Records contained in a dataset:
◆ ◆ ◆ ◆ ◆ ◆ ◆

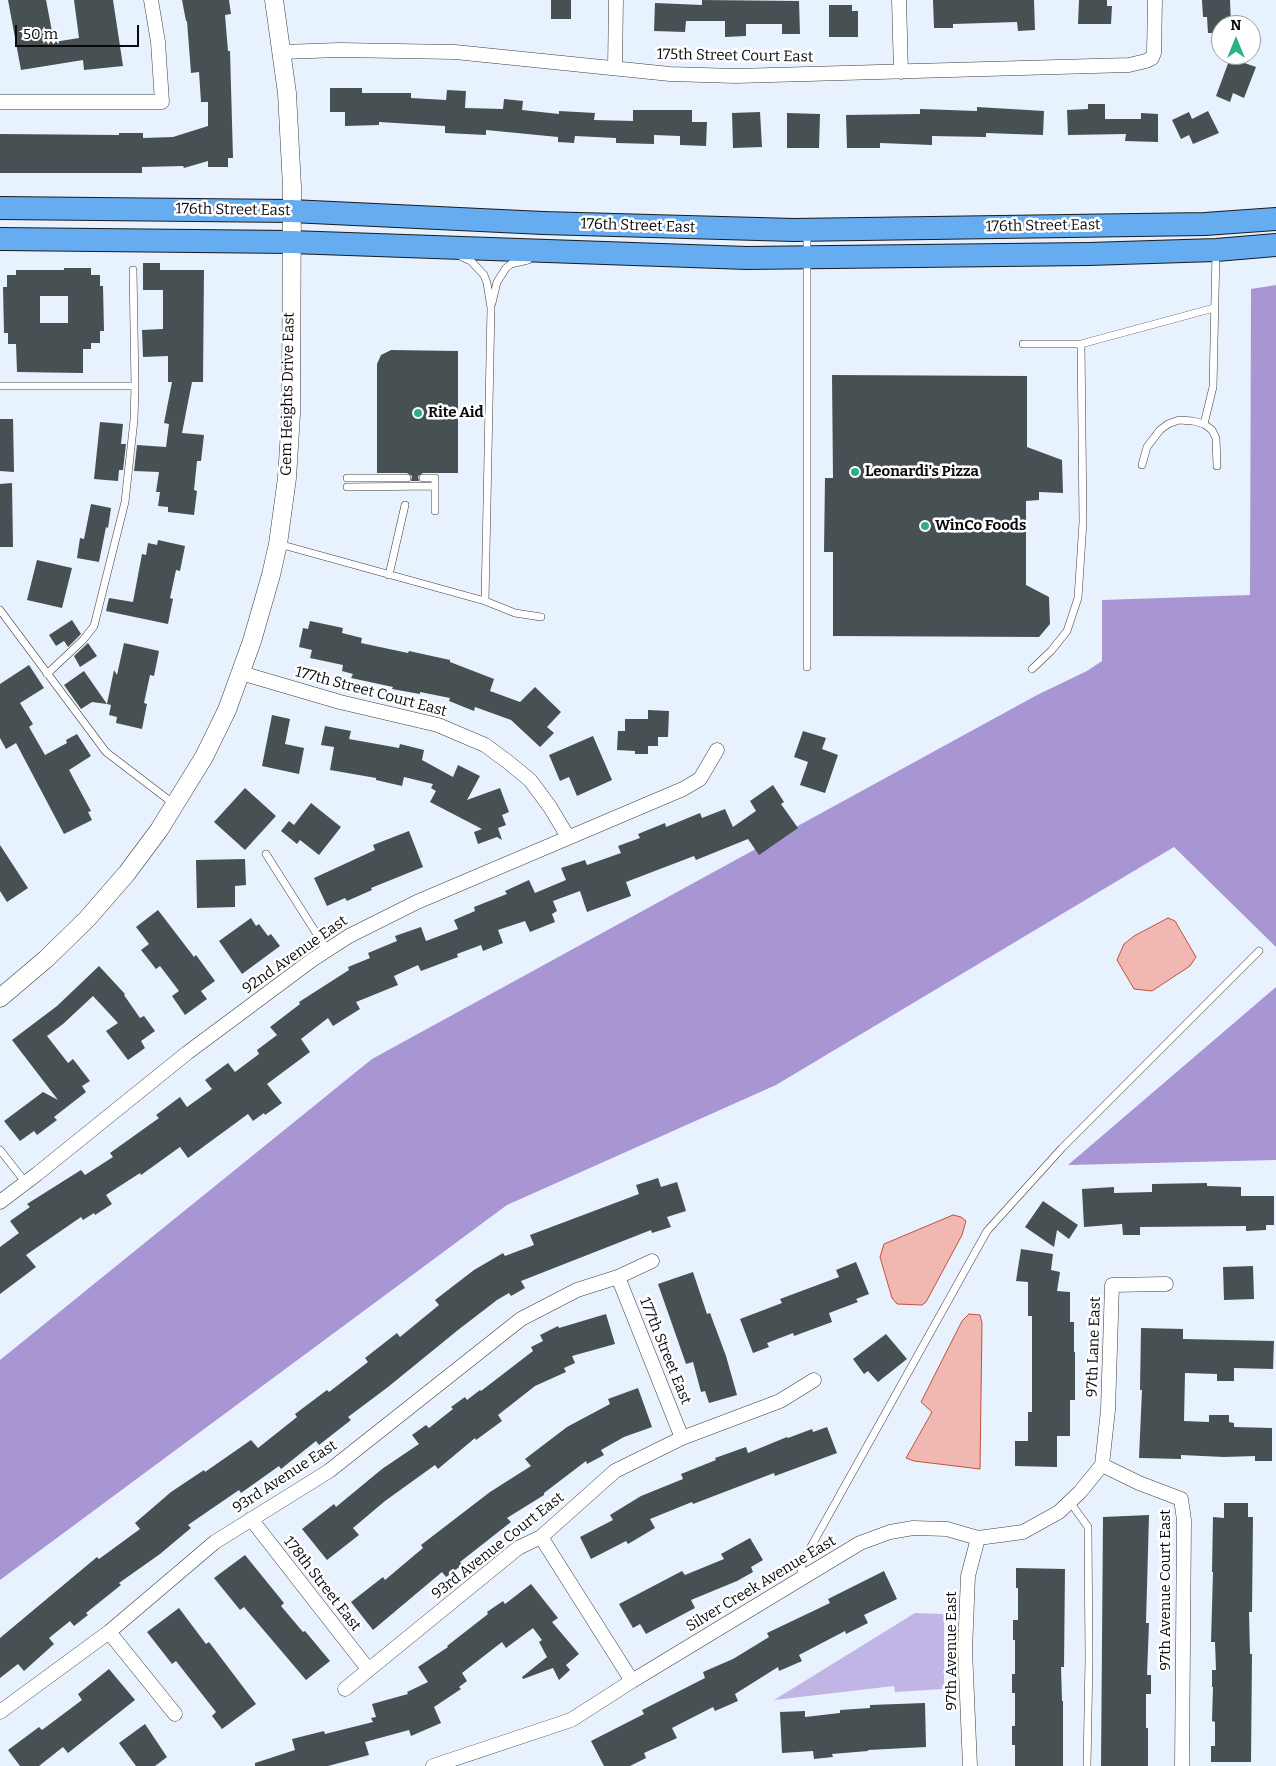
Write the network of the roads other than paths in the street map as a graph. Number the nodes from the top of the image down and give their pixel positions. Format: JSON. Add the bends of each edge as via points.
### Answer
{"nodes":[{"id":1,"x":151,"y":0,"type":"edge"},
{"id":2,"x":274,"y":0,"type":"edge"},
{"id":3,"x":616,"y":0,"type":"edge"},
{"id":4,"x":899,"y":0,"type":"edge"},
{"id":5,"x":1154,"y":0,"type":"edge"},
{"id":6,"x":282,"y":52,"type":"junction"},
{"id":7,"x":615,"y":67,"type":"junction"},
{"id":8,"x":901,"y":72,"type":"junction"},
{"id":9,"x":0,"y":102,"type":"edge"},
{"id":10,"x":0,"y":208,"type":"edge"},
{"id":11,"x":291,"y":211,"type":"junction"},
{"id":12,"x":1276,"y":219,"type":"edge"},
{"id":13,"x":807,"y":230,"type":"junction"},
{"id":14,"x":0,"y":239,"type":"edge"},
{"id":15,"x":291,"y":242,"type":"junction"},
{"id":16,"x":378,"y":245,"type":"junction"},
{"id":17,"x":1276,"y":245,"type":"edge"},
{"id":18,"x":1216,"y":250,"type":"junction"},
{"id":19,"x":577,"y":252,"type":"junction"},
{"id":20,"x":807,"y":257,"type":"junction"},
{"id":21,"x":133,"y":270,"type":"dead end"},
{"id":22,"x":491,"y":308,"type":"junction"},
{"id":23,"x":1214,"y":308,"type":"junction"},
{"id":24,"x":1023,"y":344,"type":"dead end"},
{"id":25,"x":1081,"y":344,"type":"junction"},
{"id":26,"x":0,"y":386,"type":"edge"},
{"id":27,"x":135,"y":386,"type":"junction"},
{"id":28,"x":1204,"y":424,"type":"junction"},
{"id":29,"x":1142,"y":465,"type":"dead end"},
{"id":30,"x":1217,"y":466,"type":"dead end"},
{"id":31,"x":347,"y":478,"type":"dead end"},
{"id":32,"x":407,"y":478,"type":"dead end"},
{"id":33,"x":423,"y":478,"type":"dead end"},
{"id":34,"x":435,"y":486,"type":"junction"},
{"id":35,"x":347,"y":487,"type":"dead end"},
{"id":36,"x":405,"y":505,"type":"dead end"},
{"id":37,"x":435,"y":511,"type":"dead end"},
{"id":38,"x":278,"y":544,"type":"junction"},
{"id":39,"x":388,"y":575,"type":"junction"},
{"id":40,"x":485,"y":602,"type":"junction"},
{"id":41,"x":0,"y":610,"type":"edge"},
{"id":42,"x":541,"y":617,"type":"dead end"},
{"id":43,"x":807,"y":667,"type":"dead end"},
{"id":44,"x":1032,"y":669,"type":"dead end"},
{"id":45,"x":241,"y":673,"type":"junction"},
{"id":46,"x":47,"y":674,"type":"junction"},
{"id":47,"x":717,"y":750,"type":"dead end"},
{"id":48,"x":174,"y":804,"type":"junction"},
{"id":49,"x":568,"y":837,"type":"junction"},
{"id":50,"x":266,"y":854,"type":"dead end"},
{"id":51,"x":327,"y":950,"type":"junction"},
{"id":52,"x":1259,"y":951,"type":"dead end"},
{"id":53,"x":2,"y":994,"type":"edge"},
{"id":54,"x":0,"y":1150,"type":"edge"},
{"id":55,"x":26,"y":1183,"type":"junction"},
{"id":56,"x":0,"y":1202,"type":"edge"},
{"id":57,"x":652,"y":1261,"type":"dead end"},
{"id":58,"x":618,"y":1277,"type":"junction"},
{"id":59,"x":1166,"y":1284,"type":"dead end"},
{"id":60,"x":814,"y":1380,"type":"dead end"},
{"id":61,"x":682,"y":1438,"type":"junction"},
{"id":62,"x":1102,"y":1465,"type":"junction"},
{"id":63,"x":1070,"y":1502,"type":"junction"},
{"id":64,"x":251,"y":1519,"type":"junction"},
{"id":65,"x":541,"y":1536,"type":"junction"},
{"id":66,"x":978,"y":1538,"type":"junction"},
{"id":67,"x":800,"y":1578,"type":"junction"},
{"id":68,"x":109,"y":1632,"type":"junction"},
{"id":69,"x":368,"y":1669,"type":"junction"},
{"id":70,"x":632,"y":1681,"type":"junction"},
{"id":71,"x":345,"y":1689,"type":"dead end"},
{"id":72,"x":0,"y":1712,"type":"edge"},
{"id":73,"x":175,"y":1714,"type":"dead end"},
{"id":74,"x":432,"y":1766,"type":"edge"},
{"id":75,"x":970,"y":1766,"type":"edge"},
{"id":76,"x":1087,"y":1766,"type":"edge"},
{"id":77,"x":1182,"y":1766,"type":"edge"}],
"edges":[{"from":1,"to":9,"type":"street","via":[[162,102]]},
{"from":2,"to":6,"type":"street","name":"Gem Heights Drive East"},
{"from":3,"to":7,"type":"street"},
{"from":4,"to":8,"type":"street"},
{"from":5,"to":8,"type":"street","name":"175th Street Court East","via":[[1154,53],[1146,61],[1129,65]]},
{"from":6,"to":7,"type":"street","name":"175th Street Court East","via":[[455,52]]},
{"from":6,"to":11,"type":"street","name":"Gem Heights Drive East","via":[[287,93]]},
{"from":7,"to":8,"type":"street","name":"175th Street Court East","via":[[670,74],[736,76]]},
{"from":10,"to":11,"type":"main road","name":"176th Street East"},
{"from":11,"to":13,"type":"main road","name":"176th Street East","via":[[543,223]]},
{"from":11,"to":15,"type":"street","name":"Gem Heights Drive East"},
{"from":12,"to":13,"type":"main road","name":"176th Street East","via":[[1205,224]]},
{"from":13,"to":20,"type":"lane"},
{"from":14,"to":15,"type":"main road","name":"176th Street East"},
{"from":15,"to":16,"type":"main road","name":"176th Street East"},
{"from":15,"to":38,"type":"street","name":"Gem Heights Drive East","via":[[291,414]]},
{"from":16,"to":19,"type":"main road","name":"176th Street East"},
{"from":16,"to":22,"type":"lane","via":[[452,254],[471,261],[484,274]]},
{"from":17,"to":18,"type":"main road","name":"176th Street East"},
{"from":18,"to":20,"type":"main road","name":"176th Street East"},
{"from":18,"to":23,"type":"lane"},
{"from":19,"to":20,"type":"main road","name":"176th Street East"},
{"from":19,"to":22,"type":"lane","via":[[512,264],[499,277]]},
{"from":20,"to":43,"type":"lane"},
{"from":21,"to":27,"type":"lane"},
{"from":22,"to":40,"type":"lane"},
{"from":23,"to":25,"type":"lane"},
{"from":23,"to":28,"type":"lane","via":[[1212,387]]},
{"from":24,"to":25,"type":"lane"},
{"from":25,"to":44,"type":"lane","via":[[1083,522],[1078,598],[1067,631]]},
{"from":26,"to":27,"type":"lane"},
{"from":27,"to":46,"type":"lane","via":[[125,502],[94,626]]},
{"from":28,"to":29,"type":"lane","via":[[1179,420],[1168,424],[1147,447]]},
{"from":28,"to":30,"type":"lane","via":[[1216,438]]},
{"from":31,"to":32,"type":"lane"},
{"from":33,"to":34,"type":"lane","via":[[435,478]]},
{"from":34,"to":35,"type":"lane"},
{"from":34,"to":37,"type":"lane"},
{"from":36,"to":39,"type":"lane"},
{"from":38,"to":39,"type":"lane"},
{"from":38,"to":45,"type":"street","name":"Gem Heights Drive East"},
{"from":39,"to":40,"type":"lane"},
{"from":40,"to":42,"type":"lane","via":[[515,613]]},
{"from":41,"to":46,"type":"lane"},
{"from":45,"to":48,"type":"street","name":"Gem Heights Drive East","via":[[204,757]]},
{"from":45,"to":49,"type":"street","name":"177th Street Court East","via":[[340,702],[438,725],[485,745],[530,780]]},
{"from":46,"to":48,"type":"lane","via":[[106,752]]},
{"from":47,"to":49,"type":"street","name":"92nd Avenue East","via":[[700,779],[682,790]]},
{"from":48,"to":53,"type":"street","name":"Gem Heights Drive East","via":[[160,830],[87,919],[46,959]]},
{"from":49,"to":51,"type":"street","name":"92nd Avenue East","via":[[392,914]]},
{"from":50,"to":51,"type":"lane"},
{"from":51,"to":55,"type":"street","name":"92nd Avenue East","via":[[187,1053]]},
{"from":52,"to":67,"type":"lane","via":[[1062,1148],[987,1231],[803,1561]]},
{"from":54,"to":55,"type":"lane"},
{"from":55,"to":56,"type":"street","name":"92nd Avenue East"},
{"from":57,"to":58,"type":"street","name":"93rd Avenue East"},
{"from":58,"to":61,"type":"street","name":"177th Street East"},
{"from":58,"to":64,"type":"street","name":"93rd Avenue East","via":[[577,1290],[521,1320],[329,1471]]},
{"from":59,"to":62,"type":"street","name":"97th Lane East","via":[[1112,1285],[1108,1410]]},
{"from":60,"to":61,"type":"street","name":"93rd Avenue Court East","via":[[780,1401]]},
{"from":61,"to":65,"type":"street","name":"93rd Avenue Court East","via":[[615,1471]]},
{"from":62,"to":63,"type":"street","name":"Silver Creek Avenue East"},
{"from":62,"to":77,"type":"street","name":"97th Avenue Court East","via":[[1181,1499],[1184,1520]]},
{"from":63,"to":66,"type":"street","name":"Silver Creek Avenue East","via":[[1060,1512],[1023,1532]]},
{"from":63,"to":76,"type":"lane","via":[[1088,1528]]},
{"from":64,"to":68,"type":"street","name":"93rd Avenue East","via":[[215,1542]]},
{"from":64,"to":69,"type":"street","name":"178th Street East"},
{"from":65,"to":69,"type":"street","name":"93rd Avenue Court East","via":[[518,1548]]},
{"from":65,"to":70,"type":"street"},
{"from":66,"to":67,"type":"street","name":"Silver Creek Avenue East","via":[[947,1529],[914,1528],[890,1532],[860,1543]]},
{"from":66,"to":75,"type":"street","name":"97th Avenue East","via":[[968,1576],[966,1650]]},
{"from":67,"to":70,"type":"street","name":"Silver Creek Avenue East"},
{"from":68,"to":72,"type":"street","name":"93rd Avenue East"},
{"from":68,"to":73,"type":"street"},
{"from":69,"to":71,"type":"street","name":"93rd Avenue Court East"},
{"from":70,"to":74,"type":"street","name":"Silver Creek Avenue East","via":[[571,1720]]}]}
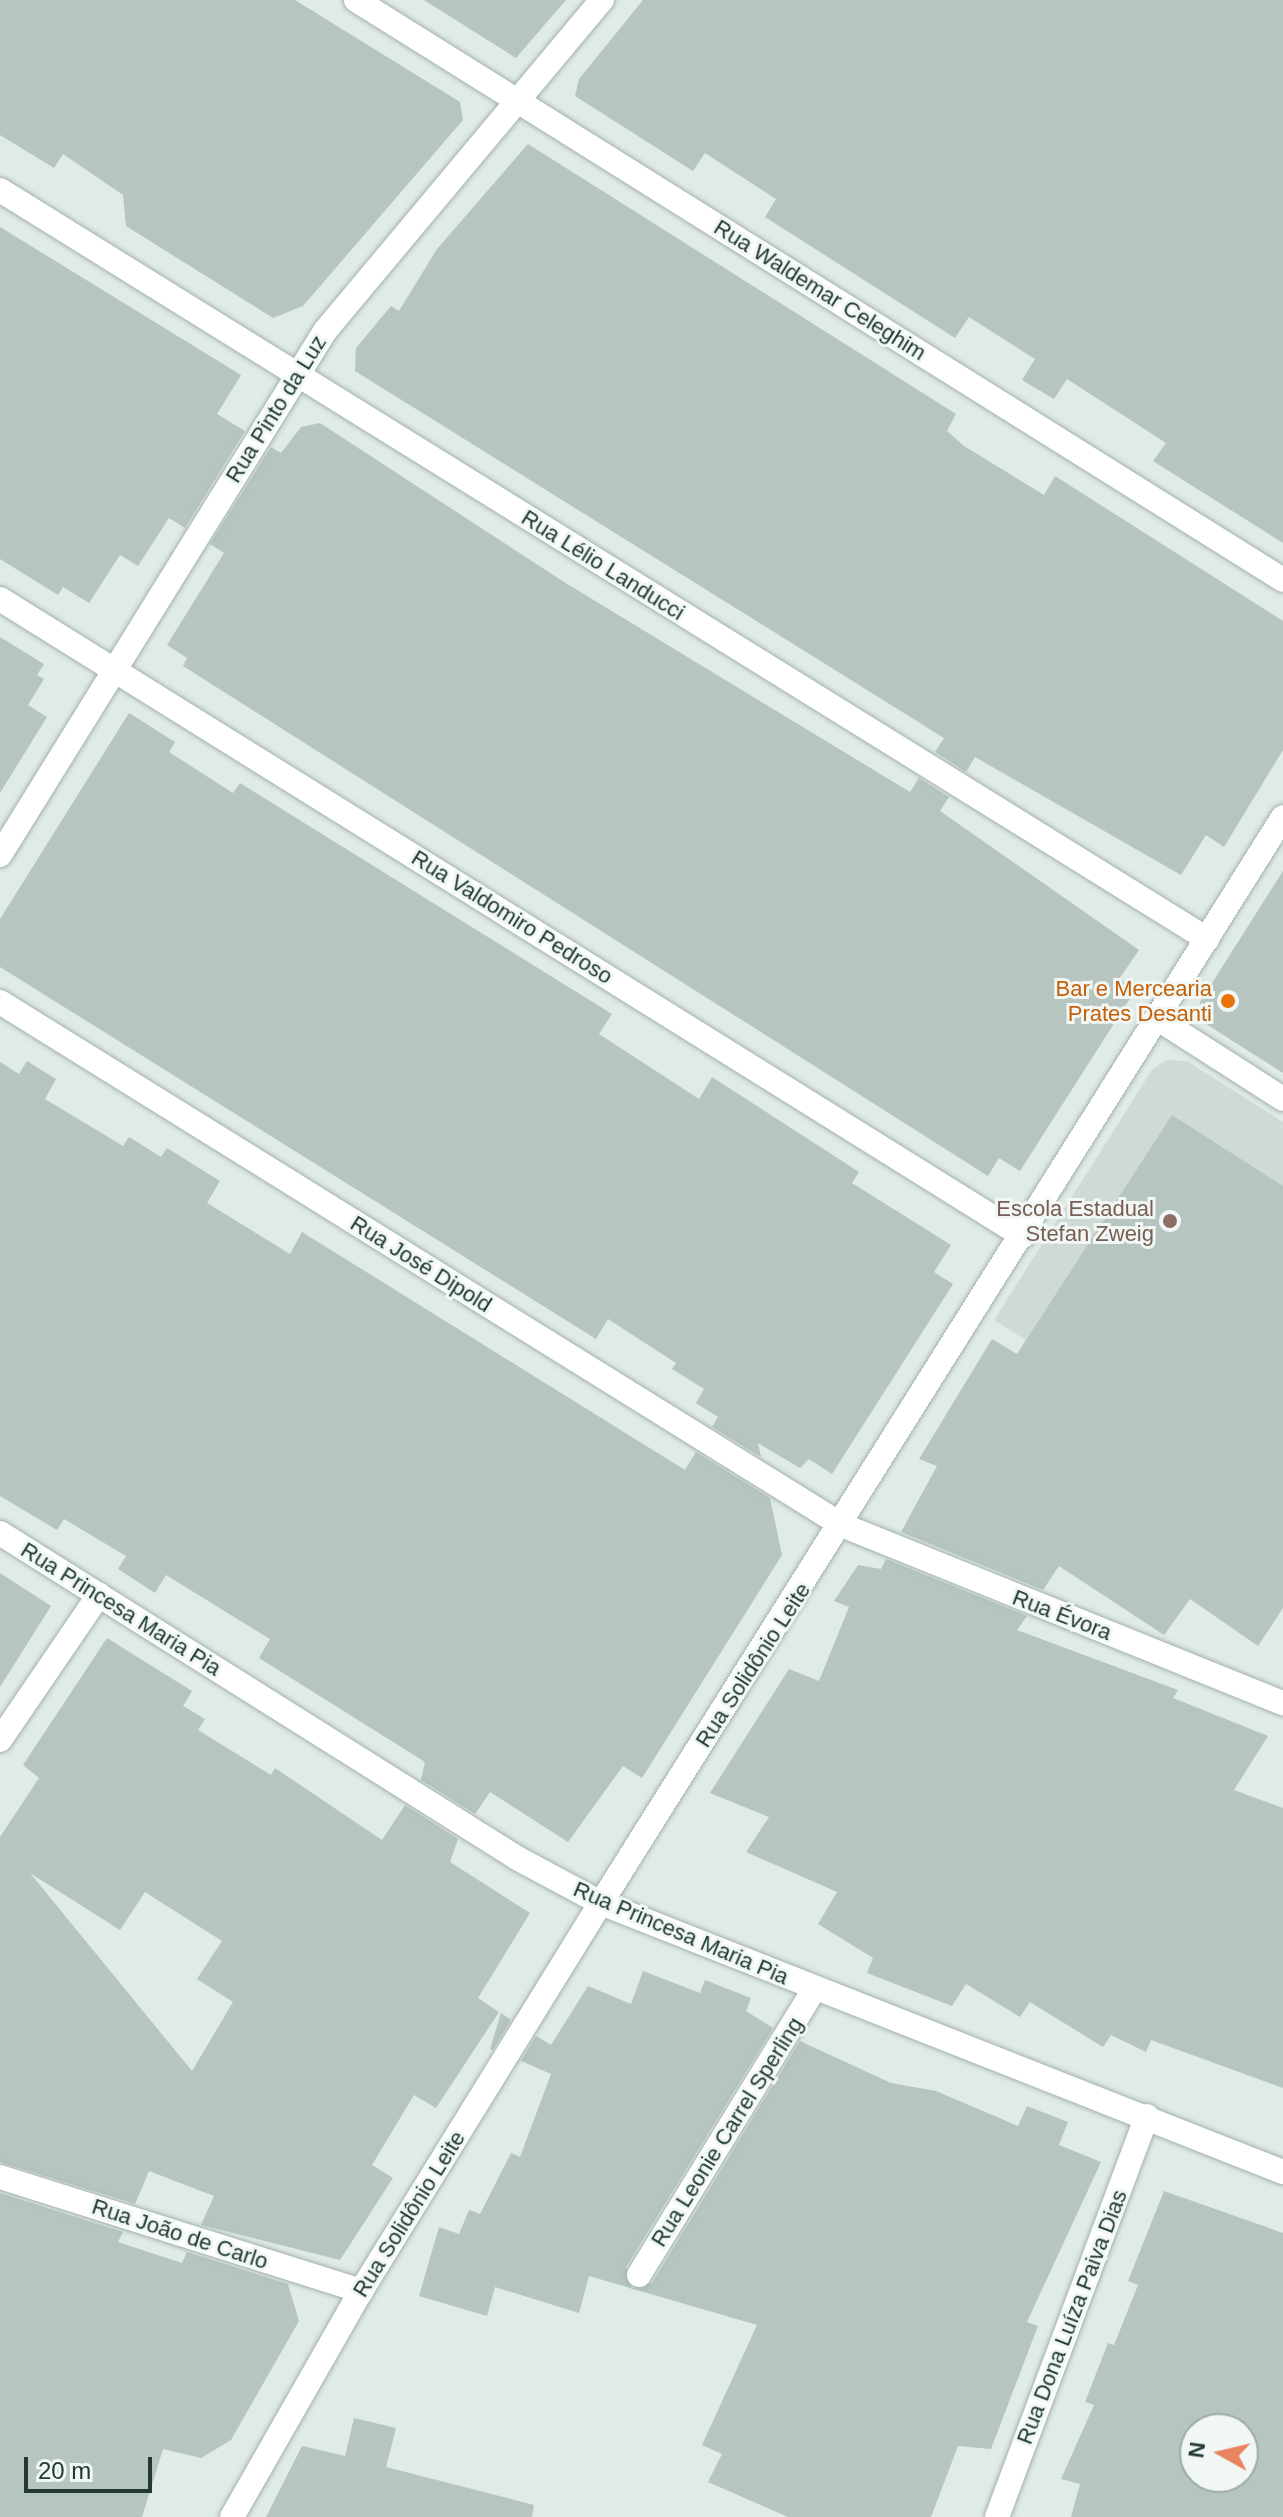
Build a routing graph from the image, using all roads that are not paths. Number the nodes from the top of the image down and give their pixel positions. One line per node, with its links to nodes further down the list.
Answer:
1 (356, 0): 3 (street, Rua Waldemar Celeghim)
2 (602, 0): 3 (street, Rua Pinto da Luz)
3 (515, 99): 5 (street, Rua Pinto da Luz); 6 (street, Rua Waldemar Celeghim)
4 (0, 190): 5 (street, Rua Lélio Landucci)
5 (296, 374): 8 (street, Rua Pinto da Luz); 11 (street, Rua Lélio Landucci)
6 (1283, 580)
7 (0, 599): 8 (street, Rua Valdomiro Pedroso)
8 (114, 669): 10 (street, Rua Pinto da Luz); 15 (street, Rua Valdomiro Pedroso)
9 (1283, 817): 11 (street, Rua Solidônio Leite)
10 (0, 855)
11 (1207, 939): 13 (street, Rua Solidônio Leite)
12 (0, 1002): 16 (street, Rua José Dipold)
13 (1158, 1019): 14 (street); 15 (street, Rua Solidônio Leite)
14 (1283, 1099)
15 (1023, 1236): 16 (street, Rua Solidônio Leite)
16 (842, 1525): 19 (street, Rua Évora); 21 (street, Rua Solidônio Leite)
17 (0, 1533): 18 (street, Rua Princesa Maria Pia)
18 (99, 1595): 20 (street); 21 (street, Rua Princesa Maria Pia)
19 (1283, 1703)
20 (0, 1740)
21 (601, 1903): 22 (street, Rua Princesa Maria Pia); 27 (street, Rua Solidônio Leite)
22 (815, 1988): 23 (street, Rua Princesa Maria Pia); 26 (street, Rua Leonie Carrel Sperling)
23 (1147, 2116): 24 (street, Rua Princesa Maria Pia); 29 (street, Rua Dona Luíza Paiva Dias)
24 (1283, 2172)
25 (0, 2177): 27 (street, Rua João de Carlo)
26 (639, 2275)
27 (361, 2291): 28 (street, Rua Solidônio Leite)
28 (232, 2517)
29 (997, 2517)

◆ ◆ ◆ ◆ ◆ ◆ ◆

WHAT TO DO:
Go through the lines above and copy any that contain "Lélio".

SOLUTION:
4 (0, 190): 5 (street, Rua Lélio Landucci)
5 (296, 374): 8 (street, Rua Pinto da Luz); 11 (street, Rua Lélio Landucci)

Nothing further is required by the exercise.